In a really understated bit of work*, two MIT scientists used a collection of climate models to predict the impacts of climate change in the Persian Gulf – a place that can be both very hot AND very humid. What they found is that along large swaths of the Persian Gulf the WBGT will rise above 35C, and will thus be uninhabitable by humans during the summer, sometime between 2070 – 2100 AD.
*Pal & Eltahir, Future temperature in southwest Asia projected to exceed threshold for human adaptability, Nature Climate Change, 2015, 6:197-200.
If all that sounds farfetched to you, consider that for the first time in recorded history this came very close to happening in 2015. On the 31st of July 2015 at Bandar Mahshahr Airport, Iran, the temperature was above 40C / 104F, the humidity was ~49% and the WBGT peaked at 34.6C / 94.3F. In terms of WBGT, this was the worst heat wave ever recorded.
*Map from… Christopher Schar, Climate Extremes: The worst heat waves yet to come, Nature Climate Change, 2016, 6:128-129.
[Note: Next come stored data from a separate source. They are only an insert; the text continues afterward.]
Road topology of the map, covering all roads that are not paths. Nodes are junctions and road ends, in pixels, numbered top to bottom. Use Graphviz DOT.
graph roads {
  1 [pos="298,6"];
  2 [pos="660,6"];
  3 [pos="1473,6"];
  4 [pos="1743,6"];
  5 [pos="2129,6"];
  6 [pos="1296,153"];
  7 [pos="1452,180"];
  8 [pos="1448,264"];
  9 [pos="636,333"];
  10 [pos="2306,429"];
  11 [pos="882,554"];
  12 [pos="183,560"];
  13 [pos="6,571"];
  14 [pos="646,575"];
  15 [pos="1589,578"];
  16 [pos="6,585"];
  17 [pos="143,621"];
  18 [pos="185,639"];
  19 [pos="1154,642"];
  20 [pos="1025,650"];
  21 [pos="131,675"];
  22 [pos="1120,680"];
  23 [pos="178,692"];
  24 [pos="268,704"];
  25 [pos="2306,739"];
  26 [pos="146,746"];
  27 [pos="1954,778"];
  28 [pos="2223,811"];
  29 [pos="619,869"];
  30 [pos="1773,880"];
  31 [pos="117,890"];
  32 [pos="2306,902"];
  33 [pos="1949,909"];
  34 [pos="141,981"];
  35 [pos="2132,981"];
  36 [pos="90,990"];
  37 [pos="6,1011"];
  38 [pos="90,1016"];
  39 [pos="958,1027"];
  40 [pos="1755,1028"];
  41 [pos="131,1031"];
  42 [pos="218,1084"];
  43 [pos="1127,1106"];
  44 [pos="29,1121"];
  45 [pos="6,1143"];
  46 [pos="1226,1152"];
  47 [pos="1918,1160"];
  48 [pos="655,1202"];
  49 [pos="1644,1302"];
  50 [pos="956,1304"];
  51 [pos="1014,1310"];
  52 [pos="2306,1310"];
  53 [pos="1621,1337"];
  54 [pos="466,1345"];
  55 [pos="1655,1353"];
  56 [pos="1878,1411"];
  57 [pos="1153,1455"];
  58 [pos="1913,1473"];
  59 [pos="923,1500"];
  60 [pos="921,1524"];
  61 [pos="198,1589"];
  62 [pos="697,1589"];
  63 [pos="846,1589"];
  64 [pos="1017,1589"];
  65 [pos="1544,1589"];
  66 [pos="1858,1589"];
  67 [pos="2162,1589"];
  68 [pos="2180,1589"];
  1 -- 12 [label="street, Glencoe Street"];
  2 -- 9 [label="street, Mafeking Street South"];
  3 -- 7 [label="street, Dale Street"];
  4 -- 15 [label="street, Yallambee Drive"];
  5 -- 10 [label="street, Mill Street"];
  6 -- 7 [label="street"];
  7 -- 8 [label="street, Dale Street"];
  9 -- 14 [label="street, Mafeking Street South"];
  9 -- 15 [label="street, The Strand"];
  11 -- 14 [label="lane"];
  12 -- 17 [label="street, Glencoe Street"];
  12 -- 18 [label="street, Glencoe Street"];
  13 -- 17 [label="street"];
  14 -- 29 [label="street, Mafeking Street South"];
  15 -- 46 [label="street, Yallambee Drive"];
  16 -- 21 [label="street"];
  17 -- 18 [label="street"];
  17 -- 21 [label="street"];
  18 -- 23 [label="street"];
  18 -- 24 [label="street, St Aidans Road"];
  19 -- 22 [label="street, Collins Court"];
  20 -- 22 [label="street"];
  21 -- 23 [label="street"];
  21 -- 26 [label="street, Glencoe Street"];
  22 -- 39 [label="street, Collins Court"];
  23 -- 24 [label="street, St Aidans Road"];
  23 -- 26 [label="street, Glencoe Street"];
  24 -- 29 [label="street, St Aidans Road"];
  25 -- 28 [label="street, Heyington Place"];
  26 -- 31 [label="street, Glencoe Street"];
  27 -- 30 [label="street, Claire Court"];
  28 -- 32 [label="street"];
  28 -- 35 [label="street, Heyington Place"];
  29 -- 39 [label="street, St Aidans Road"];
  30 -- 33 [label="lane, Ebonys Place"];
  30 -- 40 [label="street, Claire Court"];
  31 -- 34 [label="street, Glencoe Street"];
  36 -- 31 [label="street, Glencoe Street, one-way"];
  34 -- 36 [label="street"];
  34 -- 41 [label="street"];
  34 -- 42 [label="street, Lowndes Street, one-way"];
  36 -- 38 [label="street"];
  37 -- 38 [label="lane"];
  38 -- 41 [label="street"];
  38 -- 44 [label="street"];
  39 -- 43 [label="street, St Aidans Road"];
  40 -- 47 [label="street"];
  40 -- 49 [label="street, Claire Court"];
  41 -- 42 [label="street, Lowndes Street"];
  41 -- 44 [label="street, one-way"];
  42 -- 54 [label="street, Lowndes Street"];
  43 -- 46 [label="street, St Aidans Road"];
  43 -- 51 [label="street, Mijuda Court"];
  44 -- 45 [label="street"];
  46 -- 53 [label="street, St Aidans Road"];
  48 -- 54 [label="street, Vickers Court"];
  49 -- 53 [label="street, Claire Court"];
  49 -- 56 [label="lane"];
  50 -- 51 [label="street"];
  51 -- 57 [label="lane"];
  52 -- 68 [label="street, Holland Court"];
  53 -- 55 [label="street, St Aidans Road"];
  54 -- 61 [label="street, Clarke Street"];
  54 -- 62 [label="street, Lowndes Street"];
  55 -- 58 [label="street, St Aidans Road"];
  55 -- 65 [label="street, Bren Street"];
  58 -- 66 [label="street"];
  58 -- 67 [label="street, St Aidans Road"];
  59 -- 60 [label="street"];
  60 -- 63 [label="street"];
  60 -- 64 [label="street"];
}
There are many threats from climate change, but heat is probably the biggest threat that will impact people around the world. These effects will not be confined to the Middle East, many areas along the tropical belt and equator will also be affected. Not to mention that the health impacts will still be pretty bad in even the more temperate areas where people are not used to extreme heat.
So what happened during the French heat wave of 2006??
After the huge number of deaths following the 2003 heat wave in France, a national heat plan was created. The plan included finding out where all the vulnerable people were, real time surveillance of illness and death during heat waves, installing additional A/C equipment in hospitals and nursing homes, setting up an early warning system, and creating emergency plans to enact during heat waves.
Come mid-July of 2006 the temperature crept up to reach daytime highs of 35C / 95F. This was the second hottest heat wave in recent French history (2003 was the hottest). The graph below tells another tale — a tale of adaptation.
The expected number of deaths due to the heat wave should have been an additional 7,181, but only 2,087 additional deaths were seen. This represents 5,094 people that were saved by the public health measures put into effect by France’s national heat plan.
*Fouillet, et al. (2008), Has the impact of heat waves on mortality changed in France since the European heat wave of 2003? A study of the 2006 heat wave, Intl J Epi, 37:309-317.
Protecting Ourselves from Extreme Heat
What France’s experience shows is that adaptive measure can work for large populations. Government action is important to protect society as a whole, and to protect those who are more vulnerable. But society’s preparedness also rests on the individual — on you. There is plenty you can do to protect yourself and your family.
Protecting yourself from extreme heat can take many forms, from changing your behavior during heat waves, to stocking up on things that help you get by, to a temporary or permanent move. The measures you take will differ depending on your personal risk factors and your available resources.